South America, Bolivia, The Pupusani-Dasiri Group

Publication Year: 1983.

The Pupusani-Dasiri Group. The new highway from La Paz to the Yungas gives access to the impressive Pupusani-Kasiri group in forty minutes from the city limits. (Kasiri sometimes is called Rodolfo Gutiérrez.) These peaks are in the low 5000-meter class and are composed of steeply tilted hard grey sedimentary rock. There are small glaciers on the south sides. The prinicipal summits have been reached via scrambles on their back (north) sides, but all other exposures offer superb rock climbing and some ice. I did the south face of Pupusani on a Sunday last June by following the central ice sheet into a hidden fault-plane chimney or gully, starting in double boots and crampons and finishing in EBs and self-belays on iced and rime-coated rock. Lightning buzzed me off short of the summit, so I backed down an easier line to the west in a couple of rappels and some tedious downclimbing.
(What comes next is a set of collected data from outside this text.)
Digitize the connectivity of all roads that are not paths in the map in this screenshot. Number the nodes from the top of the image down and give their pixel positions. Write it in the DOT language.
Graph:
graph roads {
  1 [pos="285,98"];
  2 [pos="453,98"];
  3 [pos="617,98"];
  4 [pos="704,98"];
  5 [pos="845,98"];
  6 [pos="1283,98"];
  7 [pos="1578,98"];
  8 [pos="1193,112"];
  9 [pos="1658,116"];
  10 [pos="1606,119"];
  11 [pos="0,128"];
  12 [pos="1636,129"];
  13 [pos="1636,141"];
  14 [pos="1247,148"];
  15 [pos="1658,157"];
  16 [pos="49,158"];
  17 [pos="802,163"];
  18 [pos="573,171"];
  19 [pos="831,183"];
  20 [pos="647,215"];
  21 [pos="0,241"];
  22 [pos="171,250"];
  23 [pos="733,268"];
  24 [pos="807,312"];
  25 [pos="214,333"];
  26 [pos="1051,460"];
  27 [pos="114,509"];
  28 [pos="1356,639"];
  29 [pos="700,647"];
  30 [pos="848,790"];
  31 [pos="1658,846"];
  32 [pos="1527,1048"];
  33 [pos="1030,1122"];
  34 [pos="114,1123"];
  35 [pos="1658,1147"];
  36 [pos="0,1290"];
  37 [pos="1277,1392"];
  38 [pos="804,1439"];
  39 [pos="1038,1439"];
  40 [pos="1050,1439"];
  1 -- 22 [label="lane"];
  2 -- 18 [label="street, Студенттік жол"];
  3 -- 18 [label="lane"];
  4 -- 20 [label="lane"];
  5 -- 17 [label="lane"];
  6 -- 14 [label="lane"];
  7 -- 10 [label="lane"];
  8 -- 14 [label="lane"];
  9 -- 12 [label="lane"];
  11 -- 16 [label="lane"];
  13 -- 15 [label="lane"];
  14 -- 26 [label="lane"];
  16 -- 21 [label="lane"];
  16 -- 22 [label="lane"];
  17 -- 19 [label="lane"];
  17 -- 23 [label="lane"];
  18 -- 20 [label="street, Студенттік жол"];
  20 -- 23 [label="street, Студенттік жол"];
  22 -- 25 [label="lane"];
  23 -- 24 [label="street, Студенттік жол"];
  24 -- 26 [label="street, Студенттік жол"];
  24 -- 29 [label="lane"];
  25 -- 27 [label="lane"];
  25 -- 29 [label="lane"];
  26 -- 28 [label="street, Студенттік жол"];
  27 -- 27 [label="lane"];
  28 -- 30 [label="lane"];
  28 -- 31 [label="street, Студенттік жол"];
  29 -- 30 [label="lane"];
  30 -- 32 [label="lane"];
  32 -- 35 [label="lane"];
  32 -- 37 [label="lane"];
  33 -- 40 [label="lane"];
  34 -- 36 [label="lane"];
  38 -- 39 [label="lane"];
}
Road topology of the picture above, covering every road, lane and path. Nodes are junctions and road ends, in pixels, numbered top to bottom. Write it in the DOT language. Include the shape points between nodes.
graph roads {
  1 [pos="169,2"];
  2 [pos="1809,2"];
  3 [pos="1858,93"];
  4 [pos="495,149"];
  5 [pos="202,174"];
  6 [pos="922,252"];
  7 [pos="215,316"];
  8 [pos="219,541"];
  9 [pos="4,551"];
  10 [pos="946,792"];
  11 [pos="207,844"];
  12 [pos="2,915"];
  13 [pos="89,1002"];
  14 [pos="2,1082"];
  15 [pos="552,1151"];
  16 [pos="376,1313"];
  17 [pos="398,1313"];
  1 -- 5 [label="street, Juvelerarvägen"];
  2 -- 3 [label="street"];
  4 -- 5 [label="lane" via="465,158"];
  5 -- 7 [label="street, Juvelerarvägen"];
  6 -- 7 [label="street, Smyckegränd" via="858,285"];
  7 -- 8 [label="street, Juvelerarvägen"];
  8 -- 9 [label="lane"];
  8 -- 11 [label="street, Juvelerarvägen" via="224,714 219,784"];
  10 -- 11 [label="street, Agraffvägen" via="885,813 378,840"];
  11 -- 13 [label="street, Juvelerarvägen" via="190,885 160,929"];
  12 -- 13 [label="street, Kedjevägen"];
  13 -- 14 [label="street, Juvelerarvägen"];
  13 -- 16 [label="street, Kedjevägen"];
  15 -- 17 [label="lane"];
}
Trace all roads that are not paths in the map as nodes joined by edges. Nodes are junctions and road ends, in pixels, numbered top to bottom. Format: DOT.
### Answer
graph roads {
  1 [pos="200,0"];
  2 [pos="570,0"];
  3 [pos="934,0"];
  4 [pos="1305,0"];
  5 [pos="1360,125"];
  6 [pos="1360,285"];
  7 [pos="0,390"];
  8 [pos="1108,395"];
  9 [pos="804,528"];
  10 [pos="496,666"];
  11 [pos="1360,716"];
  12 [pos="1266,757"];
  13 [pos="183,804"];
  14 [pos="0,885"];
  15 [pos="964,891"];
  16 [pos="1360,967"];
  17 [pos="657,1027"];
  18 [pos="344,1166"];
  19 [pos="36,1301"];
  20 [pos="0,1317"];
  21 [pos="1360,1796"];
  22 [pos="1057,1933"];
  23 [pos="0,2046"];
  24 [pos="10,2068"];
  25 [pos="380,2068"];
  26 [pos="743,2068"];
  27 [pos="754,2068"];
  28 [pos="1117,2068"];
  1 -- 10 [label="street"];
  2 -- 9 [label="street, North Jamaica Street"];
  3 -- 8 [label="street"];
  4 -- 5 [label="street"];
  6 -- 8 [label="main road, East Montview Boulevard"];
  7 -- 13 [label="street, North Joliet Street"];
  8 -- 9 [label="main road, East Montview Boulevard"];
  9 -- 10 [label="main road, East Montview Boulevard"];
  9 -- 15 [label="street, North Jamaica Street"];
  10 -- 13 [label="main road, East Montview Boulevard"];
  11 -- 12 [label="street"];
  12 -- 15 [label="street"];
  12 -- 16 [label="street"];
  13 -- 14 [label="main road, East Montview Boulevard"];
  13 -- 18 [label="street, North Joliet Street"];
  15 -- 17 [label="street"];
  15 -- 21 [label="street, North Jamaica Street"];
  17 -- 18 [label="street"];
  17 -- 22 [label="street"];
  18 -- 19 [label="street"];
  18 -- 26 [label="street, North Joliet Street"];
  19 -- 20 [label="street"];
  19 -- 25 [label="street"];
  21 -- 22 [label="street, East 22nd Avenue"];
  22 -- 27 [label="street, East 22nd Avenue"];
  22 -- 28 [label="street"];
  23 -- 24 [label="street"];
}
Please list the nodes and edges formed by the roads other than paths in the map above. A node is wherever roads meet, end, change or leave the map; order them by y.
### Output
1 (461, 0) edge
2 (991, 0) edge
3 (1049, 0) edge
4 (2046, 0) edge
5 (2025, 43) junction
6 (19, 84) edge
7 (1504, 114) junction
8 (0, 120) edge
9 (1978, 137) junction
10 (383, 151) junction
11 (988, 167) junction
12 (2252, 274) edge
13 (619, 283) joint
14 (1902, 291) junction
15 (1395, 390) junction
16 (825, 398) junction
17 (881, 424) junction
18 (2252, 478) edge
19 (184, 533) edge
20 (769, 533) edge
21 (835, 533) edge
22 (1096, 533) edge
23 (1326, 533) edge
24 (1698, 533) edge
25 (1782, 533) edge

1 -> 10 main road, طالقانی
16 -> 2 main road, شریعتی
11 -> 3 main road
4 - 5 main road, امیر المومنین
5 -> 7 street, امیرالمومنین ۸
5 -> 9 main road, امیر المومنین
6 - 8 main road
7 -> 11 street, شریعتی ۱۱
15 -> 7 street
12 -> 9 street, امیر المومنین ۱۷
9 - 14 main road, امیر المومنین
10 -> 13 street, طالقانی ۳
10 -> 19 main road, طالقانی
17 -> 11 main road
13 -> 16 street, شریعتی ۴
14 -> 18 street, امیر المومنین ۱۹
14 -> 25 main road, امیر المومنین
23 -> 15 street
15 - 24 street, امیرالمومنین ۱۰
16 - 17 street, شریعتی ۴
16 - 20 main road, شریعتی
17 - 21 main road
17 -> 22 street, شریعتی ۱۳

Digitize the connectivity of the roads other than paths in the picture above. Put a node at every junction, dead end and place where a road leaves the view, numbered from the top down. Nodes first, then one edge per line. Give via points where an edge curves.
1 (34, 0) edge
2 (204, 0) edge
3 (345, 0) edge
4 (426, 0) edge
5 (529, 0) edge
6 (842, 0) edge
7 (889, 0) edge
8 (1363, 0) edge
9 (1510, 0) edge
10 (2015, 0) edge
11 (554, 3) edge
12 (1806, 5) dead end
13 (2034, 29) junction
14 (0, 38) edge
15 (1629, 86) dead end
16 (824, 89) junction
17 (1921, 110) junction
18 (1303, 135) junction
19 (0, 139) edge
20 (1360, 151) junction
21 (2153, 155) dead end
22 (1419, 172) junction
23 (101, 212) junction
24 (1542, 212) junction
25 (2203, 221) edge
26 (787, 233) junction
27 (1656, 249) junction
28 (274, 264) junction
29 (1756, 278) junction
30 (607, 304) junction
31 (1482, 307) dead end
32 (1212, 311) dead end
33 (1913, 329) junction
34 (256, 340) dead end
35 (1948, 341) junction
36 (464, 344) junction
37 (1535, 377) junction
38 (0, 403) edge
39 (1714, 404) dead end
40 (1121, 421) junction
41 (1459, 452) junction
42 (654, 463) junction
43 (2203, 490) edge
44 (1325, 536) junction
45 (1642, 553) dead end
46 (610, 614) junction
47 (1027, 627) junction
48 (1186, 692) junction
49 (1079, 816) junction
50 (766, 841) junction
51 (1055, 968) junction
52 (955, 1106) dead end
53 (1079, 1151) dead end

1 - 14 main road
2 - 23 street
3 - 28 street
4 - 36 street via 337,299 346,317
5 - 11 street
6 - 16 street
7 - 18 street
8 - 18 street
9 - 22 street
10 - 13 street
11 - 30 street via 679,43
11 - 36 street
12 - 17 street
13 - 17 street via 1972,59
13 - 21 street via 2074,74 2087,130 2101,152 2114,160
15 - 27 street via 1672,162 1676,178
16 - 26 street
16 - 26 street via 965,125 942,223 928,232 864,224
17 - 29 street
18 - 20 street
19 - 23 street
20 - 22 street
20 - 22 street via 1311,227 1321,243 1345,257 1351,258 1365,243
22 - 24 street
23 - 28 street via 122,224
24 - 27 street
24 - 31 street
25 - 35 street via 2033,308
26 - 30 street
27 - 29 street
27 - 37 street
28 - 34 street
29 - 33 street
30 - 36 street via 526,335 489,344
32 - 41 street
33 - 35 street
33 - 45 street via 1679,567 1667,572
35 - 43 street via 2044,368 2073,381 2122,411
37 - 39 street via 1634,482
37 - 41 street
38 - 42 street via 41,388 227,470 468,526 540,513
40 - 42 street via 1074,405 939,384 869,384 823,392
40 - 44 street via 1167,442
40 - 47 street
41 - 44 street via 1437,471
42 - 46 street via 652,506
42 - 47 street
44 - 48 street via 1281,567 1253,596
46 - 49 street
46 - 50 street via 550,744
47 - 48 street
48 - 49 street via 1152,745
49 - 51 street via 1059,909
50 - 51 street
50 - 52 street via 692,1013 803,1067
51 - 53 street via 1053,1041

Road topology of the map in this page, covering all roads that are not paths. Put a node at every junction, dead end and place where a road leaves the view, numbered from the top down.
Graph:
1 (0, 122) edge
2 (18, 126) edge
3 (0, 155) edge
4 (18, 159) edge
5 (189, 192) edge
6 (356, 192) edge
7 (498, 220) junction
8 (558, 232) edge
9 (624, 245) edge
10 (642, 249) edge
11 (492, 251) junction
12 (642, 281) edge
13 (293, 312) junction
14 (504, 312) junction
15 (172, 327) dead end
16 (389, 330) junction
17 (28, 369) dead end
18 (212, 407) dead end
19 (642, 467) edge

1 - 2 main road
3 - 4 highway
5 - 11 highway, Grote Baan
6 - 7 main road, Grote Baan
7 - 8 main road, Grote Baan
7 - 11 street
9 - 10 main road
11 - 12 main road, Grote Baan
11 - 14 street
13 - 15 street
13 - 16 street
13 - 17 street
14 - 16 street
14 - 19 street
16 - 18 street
I came back later with Oscar Fernandez, owner of a pair of EBs and my only reliable climbing partner, this time to do Pupusani’s long west ridge, a great climb as far as we got, because after three hours of speed-climbing third- to easy fifth-class rock, the weather dumped on us again as if we were in Patagonia and not sunny Bolivia. We bailed out to the north, thoroughly soaked.